"MIGHT WELL BE ABOUT A BRILLIANT AND ALL-TOO-HUMAN DICTATOR IN MODERN TIMES" (KURT VONNEGUT)
WILDER, Thornton. The Ides of March. New York, London: Harper & Brothers, (1948 [i.e. 1947]). Octavo, original navy paper boards, original dust jacket.
First trade edition, issued along with a signed limited edition (750 copies), of Wilder's "rich and human novel," inscribed on the title page by him, "Raymond L— Best wishes, Thornton Wilder, Hamden Conn. July 19 1970."

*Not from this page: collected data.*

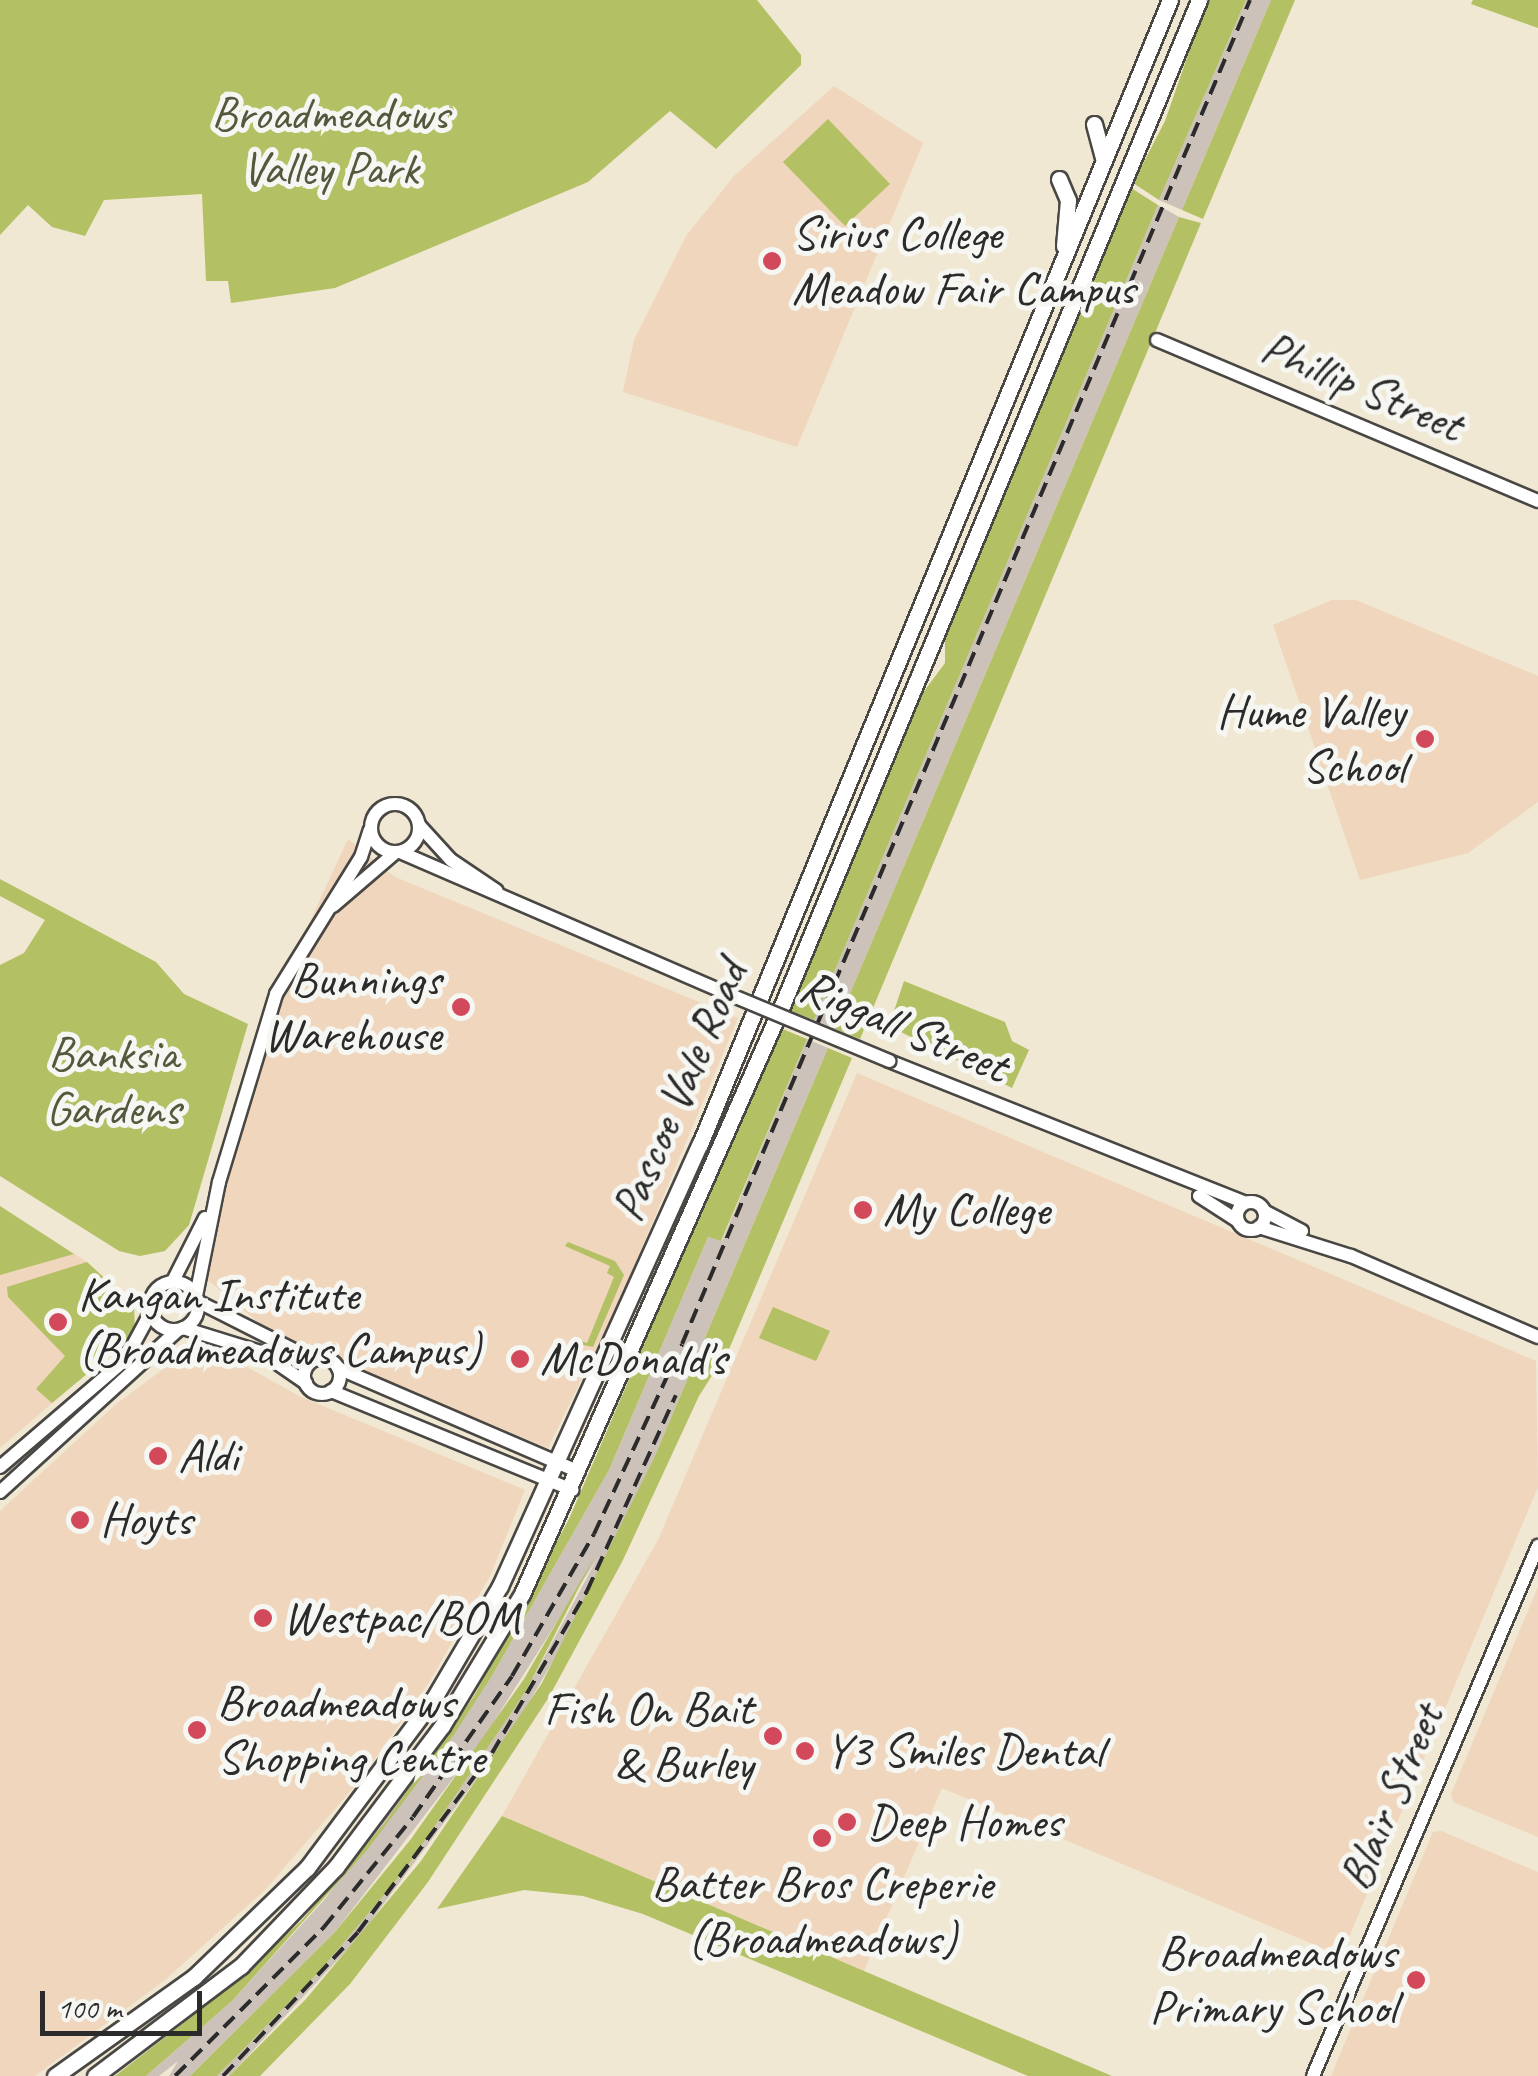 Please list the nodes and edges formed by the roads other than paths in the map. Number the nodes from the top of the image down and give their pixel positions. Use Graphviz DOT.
graph roads {
  1 [pos="1170,0"];
  2 [pos="1199,0"];
  3 [pos="1094,124"];
  4 [pos="1104,161"];
  5 [pos="1059,179"];
  6 [pos="1063,260"];
  7 [pos="1157,340"];
  8 [pos="1538,501"];
  9 [pos="869,795"];
  10 [pos="419,825"];
  11 [pos="370,830"];
  12 [pos="398,852"];
  13 [pos="515,903"];
  14 [pos="797,908"];
  15 [pos="322,915"];
  16 [pos="1042,1124"];
  17 [pos="219,1182"];
  18 [pos="1245,1203"];
  19 [pos="1264,1212"];
  20 [pos="1238,1221"];
  21 [pos="1259,1227"];
  22 [pos="676,1254"];
  23 [pos="1351,1256"];
  24 [pos="644,1268"];
  25 [pos="172,1282"];
  26 [pos="196,1299"];
  27 [pos="150,1312"];
  28 [pos="180,1329"];
  29 [pos="1534,1333"];
  30 [pos="314,1360"];
  31 [pos="338,1368"];
  32 [pos="306,1383"];
  33 [pos="330,1391"];
  34 [pos="559,1463"];
  35 [pos="0,1467"];
  36 [pos="579,1472"];
  37 [pos="552,1482"];
  38 [pos="572,1490"];
  39 [pos="0,1492"];
  40 [pos="1538,1546"];
  41 [pos="55,2076"];
  42 [pos="95,2076"];
  43 [pos="1313,2076"];
  1 -- 4 [label="main road, Pascoe Vale Road"];
  2 -- 9 [label="main road, Pascoe Vale Road"];
  3 -- 4 [label="main road"];
  4 -- 6 [label="main road, Pascoe Vale Road"];
  5 -- 6 [label="main road"];
  6 -- 14 [label="main road, Pascoe Vale Road"];
  7 -- 8 [label="street, Phillip Street"];
  9 -- 14 [label="main road"];
  9 -- 22 [label="main road, Pascoe Vale Road"];
  10 -- 11 [label="street"];
  10 -- 12 [label="street"];
  10 -- 13 [label="street, Riggall Street"];
  11 -- 12 [label="street"];
  11 -- 15 [label="street"];
  12 -- 13 [label="street, Riggall Street"];
  12 -- 15 [label="street"];
  13 -- 16 [label="street, Riggall Street, bridge"];
  14 -- 24 [label="main road, Pascoe Vale Road"];
  15 -- 17 [label="street"];
  16 -- 18 [label="street, Riggall Street"];
  16 -- 20 [label="street, Riggall Street"];
  17 -- 25 [label="street"];
  17 -- 26 [label="street"];
  18 -- 19 [label="street, Riggall Street"];
  18 -- 20 [label="street"];
  19 -- 21 [label="street"];
  19 -- 23 [label="street"];
  20 -- 21 [label="street, Riggall Street"];
  21 -- 23 [label="street"];
  22 -- 24 [label="main road"];
  22 -- 36 [label="main road, Pascoe Vale Road"];
  23 -- 29 [label="street"];
  24 -- 34 [label="main road, Pascoe Vale Road"];
  25 -- 26 [label="street"];
  25 -- 27 [label="street"];
  26 -- 28 [label="street"];
  26 -- 30 [label="street"];
  27 -- 28 [label="street"];
  27 -- 35 [label="street"];
  28 -- 32 [label="street"];
  28 -- 39 [label="street"];
  30 -- 31 [label="street"];
  30 -- 32 [label="street"];
  31 -- 33 [label="street"];
  31 -- 34 [label="street"];
  32 -- 33 [label="street"];
  33 -- 37 [label="street"];
  34 -- 36 [label="street"];
  34 -- 37 [label="main road, Pascoe Vale Road"];
  36 -- 38 [label="main road, Pascoe Vale Road"];
  37 -- 38 [label="street"];
  37 -- 41 [label="main road, Pascoe Vale Road"];
  38 -- 42 [label="main road, Pascoe Vale Road"];
  40 -- 43 [label="street, Blair Street"];
} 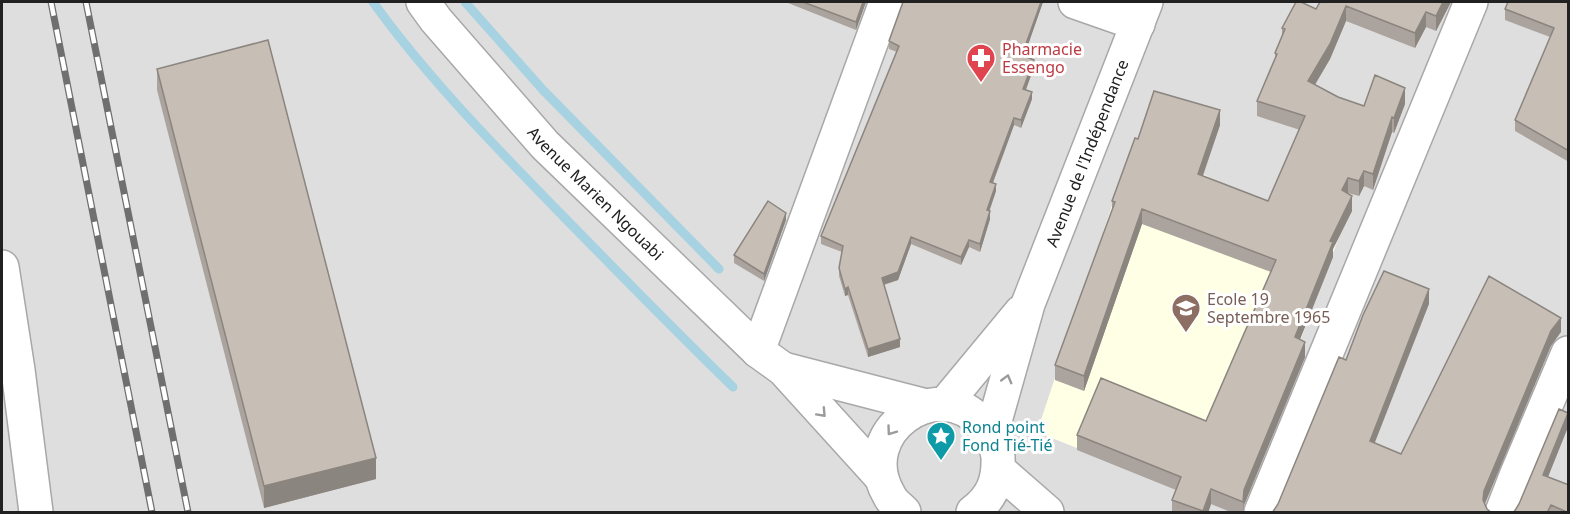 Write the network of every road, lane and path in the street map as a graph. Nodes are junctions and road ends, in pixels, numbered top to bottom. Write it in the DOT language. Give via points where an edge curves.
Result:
graph roads {
  1 [pos="423,2"];
  2 [pos="886,2"];
  3 [pos="1075,2"];
  4 [pos="1471,2"];
  5 [pos="1142,13"];
  6 [pos="2,267"];
  7 [pos="1028,304"];
  8 [pos="1569,353"];
  9 [pos="770,360"];
  10 [pos="935,405"];
  11 [pos="991,435"];
  12 [pos="999,470"];
  13 [pos="881,477"];
  14 [pos="978,508"];
  15 [pos="904,512"];
  16 [pos="36,513"];
  17 [pos="1045,513"];
  18 [pos="1261,513"];
  19 [pos="1502,513"];
  1 -- 9 [label="street, Avenue Marien Ngouabi" via="545,145"];
  2 -- 9 [label="street"];
  3 -- 5 [label="street"];
  4 -- 18 [label="street"];
  5 -- 7 [label="street, Avenue de l'Indépendance"];
  6 -- 16 [label="street"];
  7 -- 10 [label="street, Avenue de l'Indépendance"];
  11 -- 7 [label="street, Avenue de l'Indépendance, one-way"];
  8 -- 19 [label="street"];
  9 -- 10 [label="street, Avenue Marien Ngouabi"];
  9 -- 13 [label="street, Avenue Marien Ngouabi, one-way"];
  10 -- 11 [label="street, Avenue Marien Ngouabi" via="962,409 979,420"];
  10 -- 13 [label="street, one-way" via="909,413 894,425 884,440"];
  11 -- 12 [label="street"];
  12 -- 14 [label="street" via="994,488"];
  12 -- 17 [label="street"];
  13 -- 15 [label="street, Avenue Marien Ngouabi" via="889,496"];
  14 -- 17 [label="street"];
} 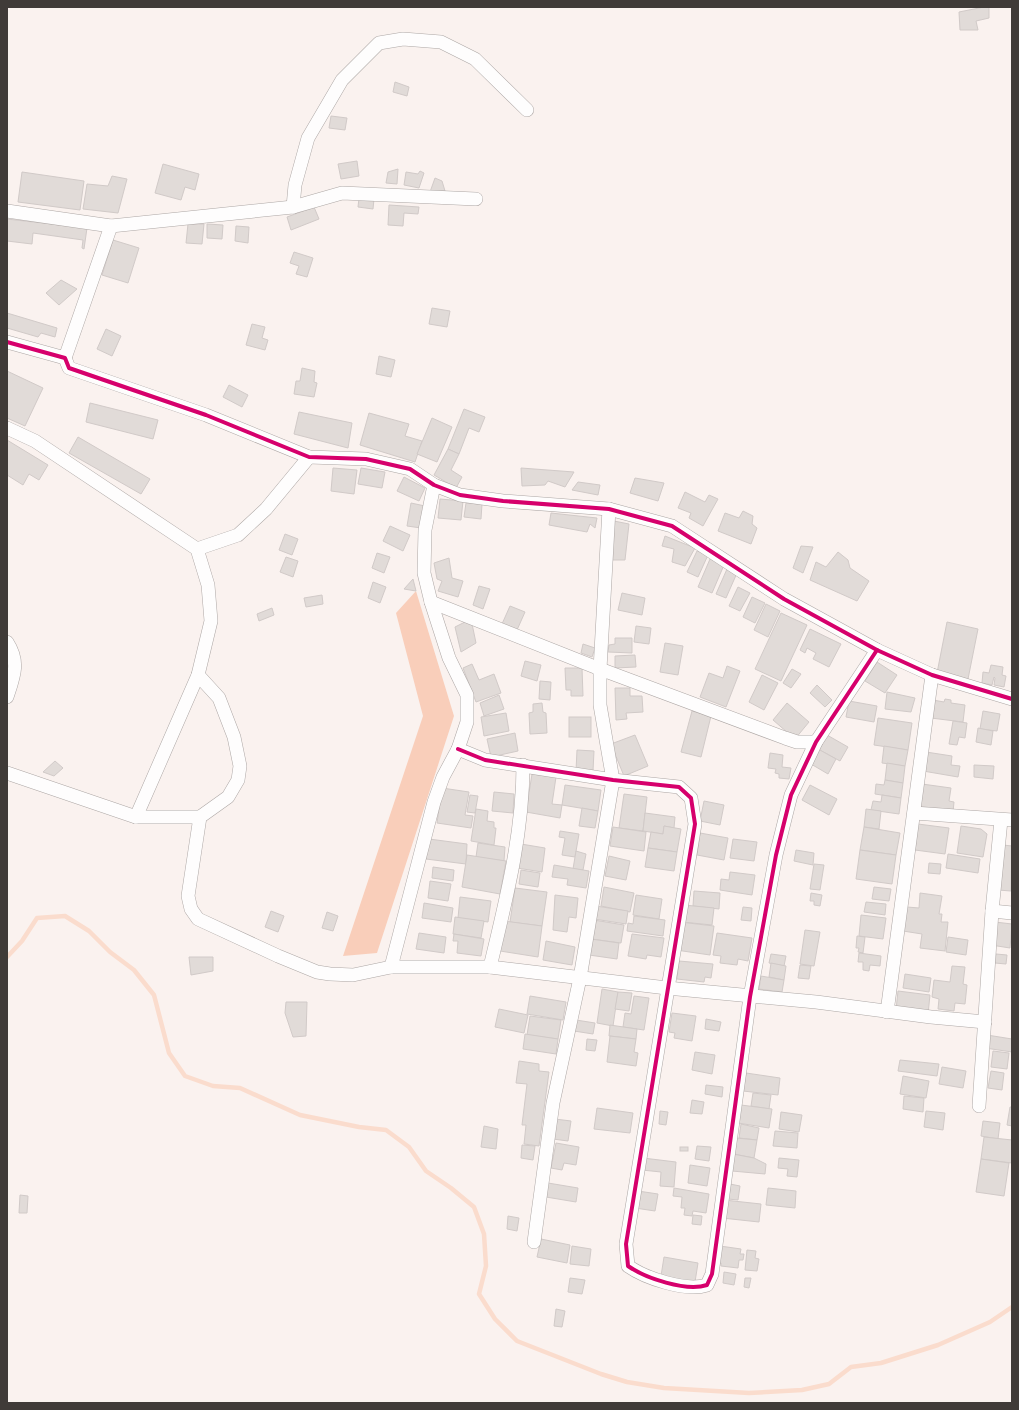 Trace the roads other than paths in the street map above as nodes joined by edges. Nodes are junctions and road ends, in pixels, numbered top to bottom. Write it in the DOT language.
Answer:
graph roads {
  1 [pos="527,110"];
  2 [pos="476,199"];
  3 [pos="293,207"];
  4 [pos="7,211"];
  5 [pos="111,226"];
  6 [pos="7,342"];
  7 [pos="65,358"];
  8 [pos="7,428"];
  9 [pos="310,457"];
  10 [pos="434,485"];
  11 [pos="609,509"];
  12 [pos="197,549"];
  13 [pos="431,602"];
  14 [pos="7,642"];
  15 [pos="877,650"];
  16 [pos="600,669"];
  17 [pos="198,675"];
  18 [pos="932,675"];
  19 [pos="7,697"];
  20 [pos="1012,699"];
  21 [pos="816,742"];
  22 [pos="458,749"];
  23 [pos="523,765"];
  24 [pos="7,773"];
  25 [pos="614,780"];
  26 [pos="914,813"];
  27 [pos="136,817"];
  28 [pos="200,817"];
  29 [pos="1006,820"];
  30 [pos="992,911"];
  31 [pos="1012,913"];
  32 [pos="391,967"];
  33 [pos="490,967"];
  34 [pos="580,978"];
  35 [pos="667,988"];
  36 [pos="750,997"];
  37 [pos="887,1012"];
  38 [pos="985,1022"];
  39 [pos="979,1106"];
  40 [pos="534,1242"];
  1 -- 3 [label="street"];
  2 -- 3 [label="street"];
  3 -- 5 [label="street"];
  4 -- 5 [label="street"];
  5 -- 7 [label="street"];
  6 -- 7 [label="street"];
  7 -- 9 [label="street"];
  8 -- 12 [label="street"];
  9 -- 10 [label="street"];
  9 -- 12 [label="street"];
  10 -- 11 [label="street"];
  10 -- 13 [label="street"];
  11 -- 15 [label="street"];
  11 -- 16 [label="street"];
  12 -- 17 [label="street"];
  13 -- 16 [label="street"];
  13 -- 22 [label="street"];
  14 -- 19 [label="street"];
  15 -- 18 [label="street"];
  15 -- 21 [label="street"];
  16 -- 21 [label="street"];
  16 -- 25 [label="street"];
  17 -- 27 [label="street"];
  17 -- 28 [label="street"];
  18 -- 20 [label="street"];
  18 -- 26 [label="street"];
  21 -- 36 [label="street"];
  22 -- 23 [label="street"];
  22 -- 32 [label="street"];
  23 -- 25 [label="street"];
  23 -- 33 [label="street"];
  24 -- 27 [label="street"];
  25 -- 34 [label="street"];
  25 -- 35 [label="street"];
  26 -- 29 [label="street"];
  26 -- 37 [label="street"];
  27 -- 28 [label="street"];
  28 -- 32 [label="street"];
  29 -- 30 [label="street"];
  30 -- 31 [label="street"];
  30 -- 38 [label="street"];
  32 -- 33 [label="street"];
  33 -- 34 [label="street"];
  34 -- 35 [label="street"];
  34 -- 40 [label="street"];
  35 -- 36 [label="street"];
  35 -- 36 [label="street"];
  36 -- 37 [label="street"];
  37 -- 38 [label="street"];
  38 -- 39 [label="street"];
}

Wilder's widely-praised novels and plays "lifted him to the front ranks of American men of letters. He won three Pulitzer Prizes, the first in 1928 for the novel Bridge of San Luis Rey; the second in 1938 for the play Our Town, and the third in 1943 for the drama Skin of Our Teeth." After serving in the Army in WWII, Wilder returned home to write Ides of March. A historical novel set in Rome at the time of Julius Caesar, it won praise as "a rich and human novel" (New York Times). Kurt Vonnegut, in his forward to a 2003 edition of Ides of March, wrote: "the Julius Caesar in this book, literate, well read, unburdened by ignorance and superstition, is in all respects a modern man. Ides of March, while set in Rome, might well be about a brilliant and all-too-human dictator in modern times, and what it could be like for the men and women who are close to one. The book's lesson… is that it is human nature which does not change, no matter the era or situation." Critics have observed that although "Wilder does not make the point explicitly, it is clear enough that he considered Ides of March part of the effort to marshal resistance to fascism" (Koelb, Legendary Figures, 89). First edition, first printing: with "First Edition M-W" on copyright page indicating publication in December 1947. Bruccoli & Clark III:368.
Text fine with minimal edge-wear to book; lightest edge-wear to bright dust jacket. A handsome about-fine inscribed copy.